Tuttavia, vi erano altre motivazioni che tenevano gli uomini distanti, e a rivelarle fu il vecchio Josh, che era costetto ai lavori forzati da più di tre anni. Egli rivelò che negli ultimi mesi erano spariti più di quattordici minatori dai cunicoli più bassi, e che l’assenza di qualsiasi via d’uscita aveva portato gli altri schiavi a ritenere che vi fosse uno spettro in grado di risucchiare via le vittime. Nessuno voleva scendere nei cunicoli inferiori, e Josh li avvertì che sarebbe toccato proprio ai prigionieri della Torre d’Ossidiana, la cui vita non aveva alcun valore nemmeno per gli avidi padroni di schiavi di Remkha.

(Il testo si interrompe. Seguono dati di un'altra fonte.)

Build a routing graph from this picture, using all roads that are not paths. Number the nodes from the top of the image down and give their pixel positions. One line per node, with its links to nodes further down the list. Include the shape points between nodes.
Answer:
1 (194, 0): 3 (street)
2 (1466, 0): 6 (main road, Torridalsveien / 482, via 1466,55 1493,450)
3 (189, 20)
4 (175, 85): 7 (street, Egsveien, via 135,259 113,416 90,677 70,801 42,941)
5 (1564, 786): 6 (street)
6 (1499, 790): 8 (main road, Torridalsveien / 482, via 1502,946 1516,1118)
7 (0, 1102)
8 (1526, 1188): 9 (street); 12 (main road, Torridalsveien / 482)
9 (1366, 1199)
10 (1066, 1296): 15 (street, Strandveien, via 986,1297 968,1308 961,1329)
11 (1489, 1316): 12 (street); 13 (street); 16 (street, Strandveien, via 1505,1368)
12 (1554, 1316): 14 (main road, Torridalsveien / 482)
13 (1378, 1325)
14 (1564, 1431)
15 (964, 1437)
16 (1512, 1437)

Non potendo fare altro, dopo aver zittito lo squittente Halfling con una sonora sberla, Marcus si mise a dormire. Si ripromise di tenere gli occhi aperti, e se si fosse presentata una buona occasione per fuggire, l’avrebbe sicuramente colta.
Il giorno dopo i cinque prigionieri della Torre d’Ossidiana vennero condotti nei livelli inferiori del gigantesco pozzo minerario, seguiti dagli sguardi rassegnati degli altri schiavi. L’aria satura di polvere strappava più colpi di tosse e singhiozzi di quanti Doreah avrebbe desiderato, e la giovane ranger si chiese se avrebbe mai rivisto la luce del sole.

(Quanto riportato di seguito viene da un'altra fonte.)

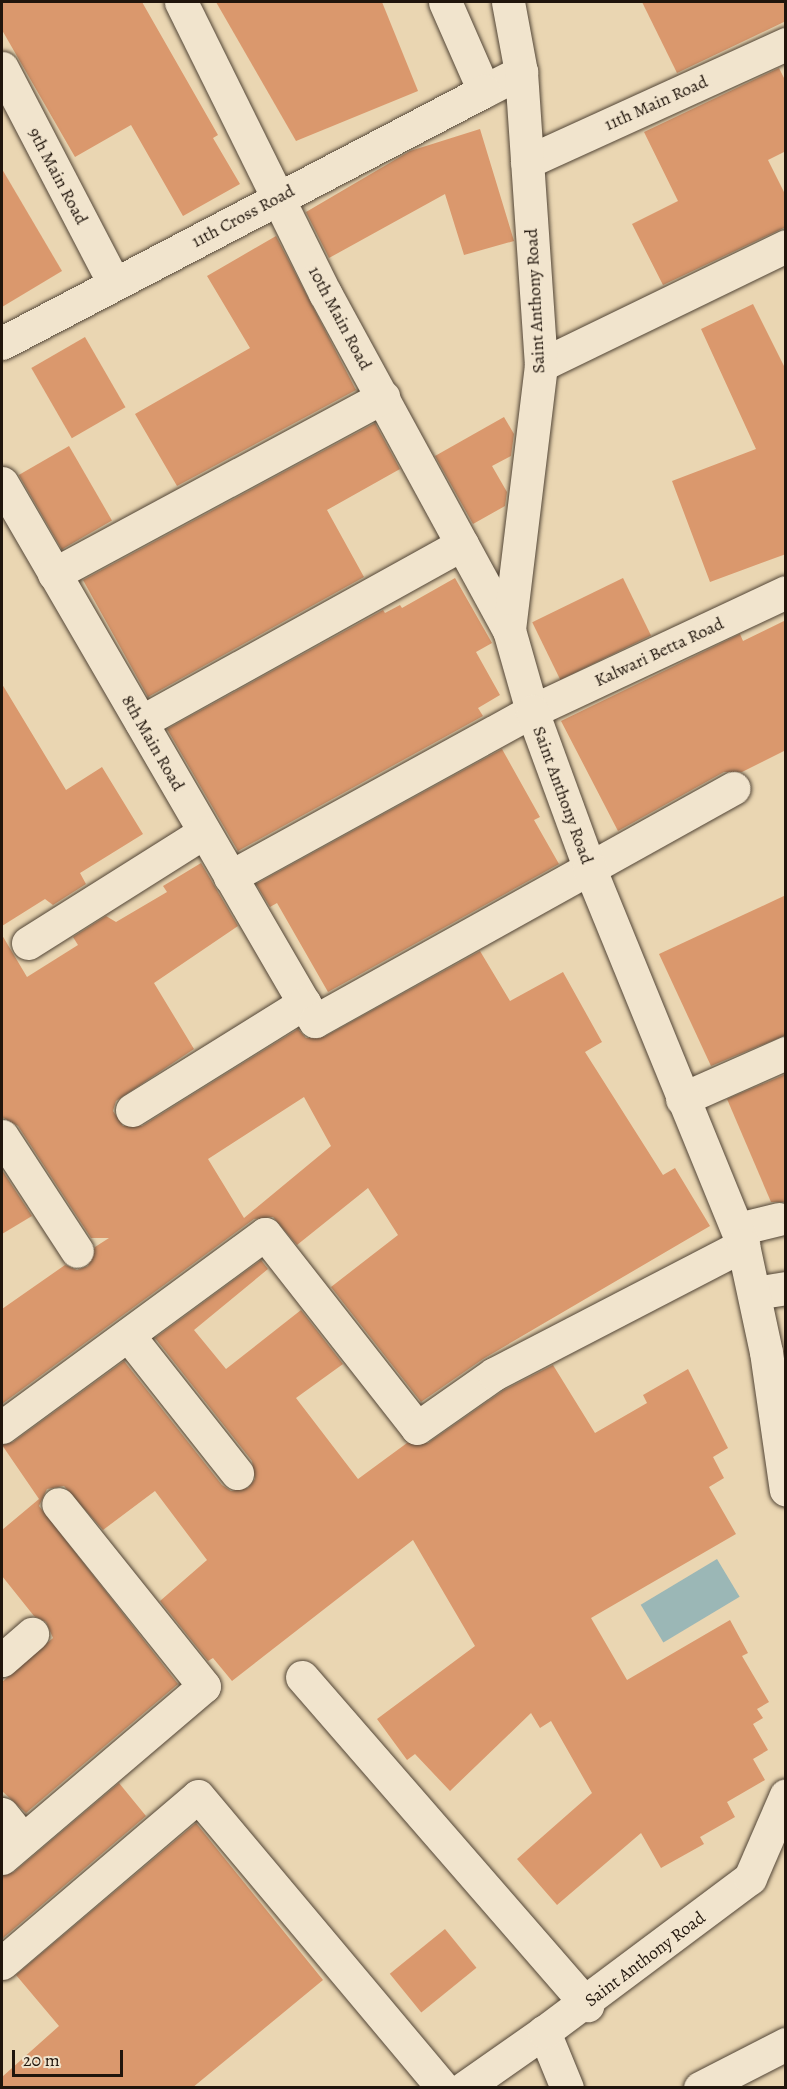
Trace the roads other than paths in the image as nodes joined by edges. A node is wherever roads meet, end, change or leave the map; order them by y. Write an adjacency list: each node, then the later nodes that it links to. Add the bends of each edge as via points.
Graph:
1 (181, 2): 9 (street, 10th Main Road)
2 (445, 2): 7 (street)
3 (508, 2): 6 (street, Saint Anthony Road)
4 (786, 44): 8 (street, 11th Main Road)
5 (2, 68): 11 (street, 9th Main Road)
6 (521, 72): 7 (street); 8 (street, Saint Anthony Road)
7 (484, 91): 9 (street, 11th Cross Road)
8 (527, 162): 13 (street, Saint Anthony Road)
9 (279, 198): 11 (street, 11th Cross Road); 14 (street, 10th Main Road)
10 (786, 246): 13 (street)
11 (114, 283): 12 (street, 11th Cross Road)
12 (2, 342)
13 (541, 365): 19 (street, Saint Anthony Road)
14 (383, 397): 16 (street, 10th Main Road); 17 (street)
15 (2, 483): 17 (street, 8th Main Road)
16 (462, 544): 19 (street, 10th Main Road); 21 (street)
17 (54, 574): 21 (street, 8th Main Road)
18 (786, 592): 20 (street, Kalwari Betta Road)
19 (509, 630): 20 (street, Saint Anthony Road)
20 (532, 711): 24 (street, Saint Anthony Road); 25 (street, Kalwari Betta Road)
21 (141, 722): 23 (street, 8th Main Road)
22 (733, 788): 24 (street)
23 (204, 832): 25 (street, 8th Main Road); 26 (street)
24 (589, 867): 27 (street, via 315,1021); 29 (street, Saint Anthony Road)
25 (230, 877): 27 (street, 8th Main Road)
26 (28, 943)
27 (304, 1003): 30 (street)
28 (786, 1053): 29 (street)
29 (682, 1099): 33 (street, Saint Anthony Road)
30 (132, 1110)
31 (2, 1136): 34 (street)
32 (779, 1219): 33 (street)
33 (741, 1237): 35 (street, Saint Anthony Road); 36 (street, via 494,1374 417,1428 265,1234)
34 (77, 1251)
35 (770, 1291): 39 (street, Saint Anthony Road)
36 (128, 1335): 37 (street); 38 (street)
37 (2, 1427)
38 (237, 1473)
39 (785, 1483)
40 (58, 1504): 46 (street, via 204,1686)
41 (32, 1634): 42 (street)
42 (2, 1660)
43 (302, 1677): 48 (street)
44 (786, 1795): 48 (street, Saint Anthony Road, via 750,1878)
45 (2, 1814): 46 (street)
46 (12, 1849)
47 (2, 1963): 51 (street, via 198,1796)
48 (587, 2005): 49 (street, Saint Anthony Road)
49 (544, 2032): 52 (street, Saint Anthony Road); 53 (street)
50 (786, 2044): 54 (street)
51 (443, 2088)
52 (464, 2088)
53 (567, 2088)
54 (700, 2088)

Dopo svariate ore tuttavia, Lucius ebbe l’impressione che il momento di affrontare il sinistro spettro della miniera fosse giunto, ed il suo cuore tremò di paura. Vide due figure ammantate di mantelli scuri, emergere improvvisamente da uno dei cunicoli senza via d’uscita, brandendo corte lame smussate; ma tra esse si gettò fulmineamente Marcus, brandendo il piccone con violenta determinazione. Dopo la cruenta battaglia, i cinque avventurieri ebbero modo di constatare che le due creature erano perfidi Goblin, giunti da un passaggio segreto, ora spalancato sul braccio sotterraneo della miniera che era stato loro destinato.

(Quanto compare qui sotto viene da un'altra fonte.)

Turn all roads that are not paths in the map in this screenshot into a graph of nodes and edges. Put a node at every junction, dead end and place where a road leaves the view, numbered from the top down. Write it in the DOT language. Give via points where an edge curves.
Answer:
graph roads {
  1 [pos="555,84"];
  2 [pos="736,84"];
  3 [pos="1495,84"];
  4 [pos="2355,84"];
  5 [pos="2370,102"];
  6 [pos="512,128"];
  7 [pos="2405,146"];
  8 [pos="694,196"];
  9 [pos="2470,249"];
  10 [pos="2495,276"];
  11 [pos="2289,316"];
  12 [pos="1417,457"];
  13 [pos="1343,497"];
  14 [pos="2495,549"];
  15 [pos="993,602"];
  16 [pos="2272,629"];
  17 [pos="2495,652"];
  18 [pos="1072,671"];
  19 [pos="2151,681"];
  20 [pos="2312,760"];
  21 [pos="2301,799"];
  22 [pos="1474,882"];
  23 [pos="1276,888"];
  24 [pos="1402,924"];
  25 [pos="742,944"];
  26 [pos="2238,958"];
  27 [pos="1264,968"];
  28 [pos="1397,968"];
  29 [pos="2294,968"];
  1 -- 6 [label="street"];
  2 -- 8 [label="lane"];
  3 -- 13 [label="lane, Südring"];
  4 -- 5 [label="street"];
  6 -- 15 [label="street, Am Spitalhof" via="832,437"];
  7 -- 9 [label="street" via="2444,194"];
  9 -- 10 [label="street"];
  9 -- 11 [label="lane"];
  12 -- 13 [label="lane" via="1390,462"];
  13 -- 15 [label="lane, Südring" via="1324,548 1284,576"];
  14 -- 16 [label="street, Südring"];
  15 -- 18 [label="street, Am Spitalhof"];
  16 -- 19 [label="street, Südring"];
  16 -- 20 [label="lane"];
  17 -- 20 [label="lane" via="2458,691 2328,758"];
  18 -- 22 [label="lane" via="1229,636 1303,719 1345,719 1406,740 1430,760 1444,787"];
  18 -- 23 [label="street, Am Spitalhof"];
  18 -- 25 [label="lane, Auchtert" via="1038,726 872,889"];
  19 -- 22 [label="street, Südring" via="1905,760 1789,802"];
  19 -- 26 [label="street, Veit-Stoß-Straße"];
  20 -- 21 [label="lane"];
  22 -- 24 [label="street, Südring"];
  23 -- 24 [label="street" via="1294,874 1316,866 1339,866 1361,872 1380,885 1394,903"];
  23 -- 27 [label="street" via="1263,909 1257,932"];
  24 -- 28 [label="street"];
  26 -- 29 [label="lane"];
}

Dopo essersi scambiati sguardi d’intesa, i cinque schiavi di Remkha recisero le proprie catene utilizzando i picconi, e dopo aver trascinato i corpi dei Goblin al di là del tetro passaggio, lo chiusero alle proprie spalle, lasciando dietro di se soltanto un’altra misteriosa sparizione ad opera del leggendario spettro della miniera.